Todas as pessoas são afetadas por estímulos sexuais novos vindo de outras pessoas que não os parceiros fixos. Esses estímulos existem e não podem ser eliminados. A ideologia monogâmico induz ao recalque desses desejos, levando muitas pessoas a afirmar conceitos estereotipados, “quando se ama só se sente desejo pela pessoa amada”. O que está muito longe da realidade. A verdade é que todos os casais se controlam mesmo quando amam.

sexo casamento

O prazer sexual no casamento diminui na razão direta do aumento do desejo por outras pessoas.
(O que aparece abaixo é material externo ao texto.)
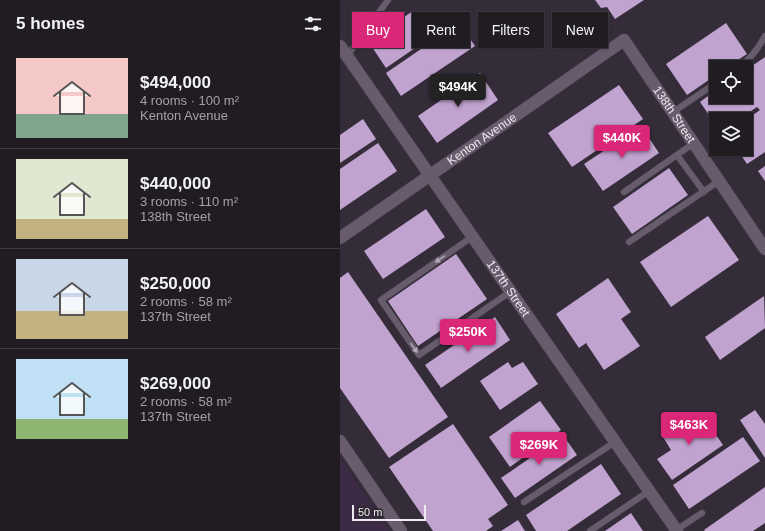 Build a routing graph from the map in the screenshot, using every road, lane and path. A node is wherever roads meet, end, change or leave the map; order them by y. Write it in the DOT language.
graph roads {
  1 [pos="388,0"];
  2 [pos="765,36"];
  3 [pos="624,40"];
  4 [pos="343,52"];
  5 [pos="749,60"];
  6 [pos="709,88"];
  7 [pos="673,112"];
  8 [pos="694,143"];
  9 [pos="677,155"];
  10 [pos="430,175"];
  11 [pos="719,181"];
  12 [pos="624,192"];
  13 [pos="704,192"];
  14 [pos="472,237"];
  15 [pos="340,238"];
  16 [pos="629,242"];
  17 [pos="765,248"];
  18 [pos="510,292"];
  19 [pos="340,441"];
  20 [pos="615,442"];
  21 [pos="649,491"];
  22 [pos="524,502"];
  23 [pos="702,513"];
  24 [pos="401,531"];
  25 [pos="590,531"];
  26 [pos="676,531"];
  1 -- 4 [label="lane"];
  2 -- 5 [label="lane"];
  3 -- 7 [label="street, 138th Street"];
  3 -- 10 [label="street, Kenton Avenue"];
  4 -- 10 [label="street, 137th Street"];
  6 -- 7 [label="lane"];
  7 -- 8 [label="street, 138th Street"];
  8 -- 9 [label="lane"];
  8 -- 11 [label="street, 138th Street"];
  9 -- 12 [label="lane"];
  9 -- 13 [label="lane"];
  10 -- 14 [label="street, 137th Street"];
  10 -- 15 [label="street, Kenton Avenue"];
  11 -- 13 [label="lane"];
  11 -- 17 [label="street, 138th Street"];
  13 -- 16 [label="lane"];
  14 -- 18 [label="street, 137th Street"];
  14 -- 18 [label="lane, one-way"];
  18 -- 20 [label="street, 137th Street"];
  19 -- 24 [label="street"];
  20 -- 21 [label="street, 137th Street"];
  20 -- 22 [label="lane"];
  21 -- 25 [label="lane"];
  21 -- 26 [label="street, 137th Street"];
  23 -- 26 [label="lane"];
} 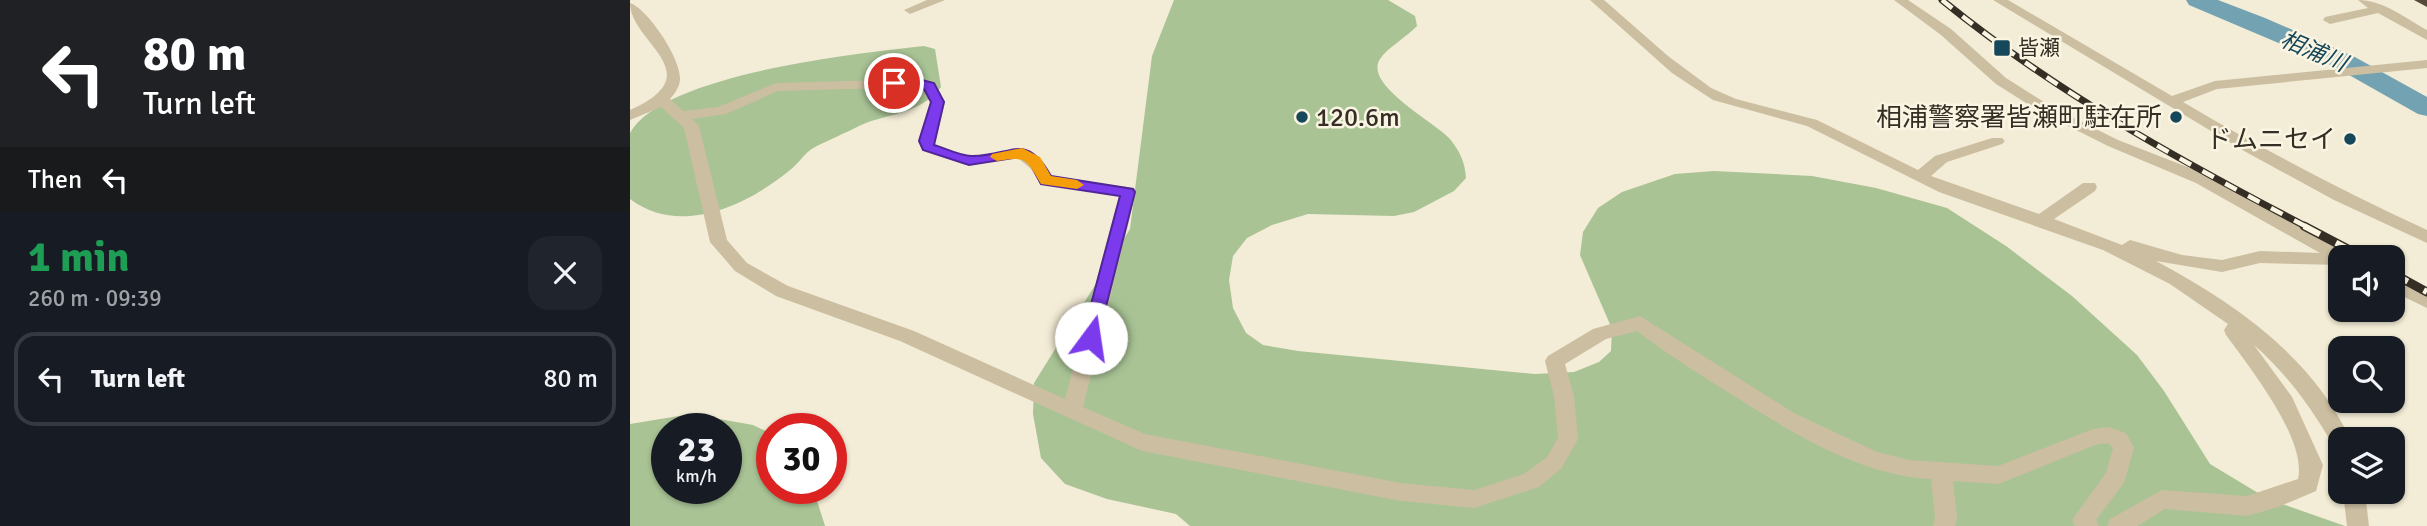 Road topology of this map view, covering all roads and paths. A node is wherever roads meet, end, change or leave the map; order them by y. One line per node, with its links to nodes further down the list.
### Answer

Muitos evitam a realização dos seus desejos pelo temor de perder a estabilidade na relação ou para evitar que o parceiro faça o mesmo.

O enfraquecimento do desejo sexual deixa de ser passageiro e torna-se permanente, se os parceiros não perceberem a tensão ou o ódio recíproco, e também se rejeitarem como absurdo os desejos sexuais sentidos por outras pessoas. Só é possível encontrar uma saída discutindo-se esses fatos com franqueza e sem preconceitos. É condição essencial reconhecer como natural o interesse sexual por outras pessoas.

Crise do casamento

Há um crescente número de famílias com apenas um progenitor. A diferença básica é que anteriormente o individuo era incorporado à família; a sua vida pessoal confundia-se com a sua vida familiar ou então subordinava-se a ela. Hoje, exceto na maternidade, a família não é senão a reunião dos indivíduos que a compõem nesse momento; cada indivíduo tem a sua própria vida privada e espera que essa seja favorecida por uma família do tipo informal.

A auto-realização das potencialidades individuais passa a ter outra importância, colocando a vida conjugal em novos termos. Acredita-se cada vez menos que a união de duas pessoas deva exigir sacrifícios. Observa-se uma tendência a não se desejar mais pagar qualquer preço apenas para ter alguém ao lado. É necessário que o outro enriqueça a relação, acrescente algo novo e possibilite o crescimento individual.

O casamento torna-se um fardo pesado, porque dificulta a realização do projeto existencial com as suas metas individuais e independentes até das relações pessoais mais íntimas. Surgem conflitos na tentativa de harmonizar a aspiração de individuação com uma vida a dois, mas homens e mulheres estão cada vez menos dispostos a sacrificar os seus projetos pessoais.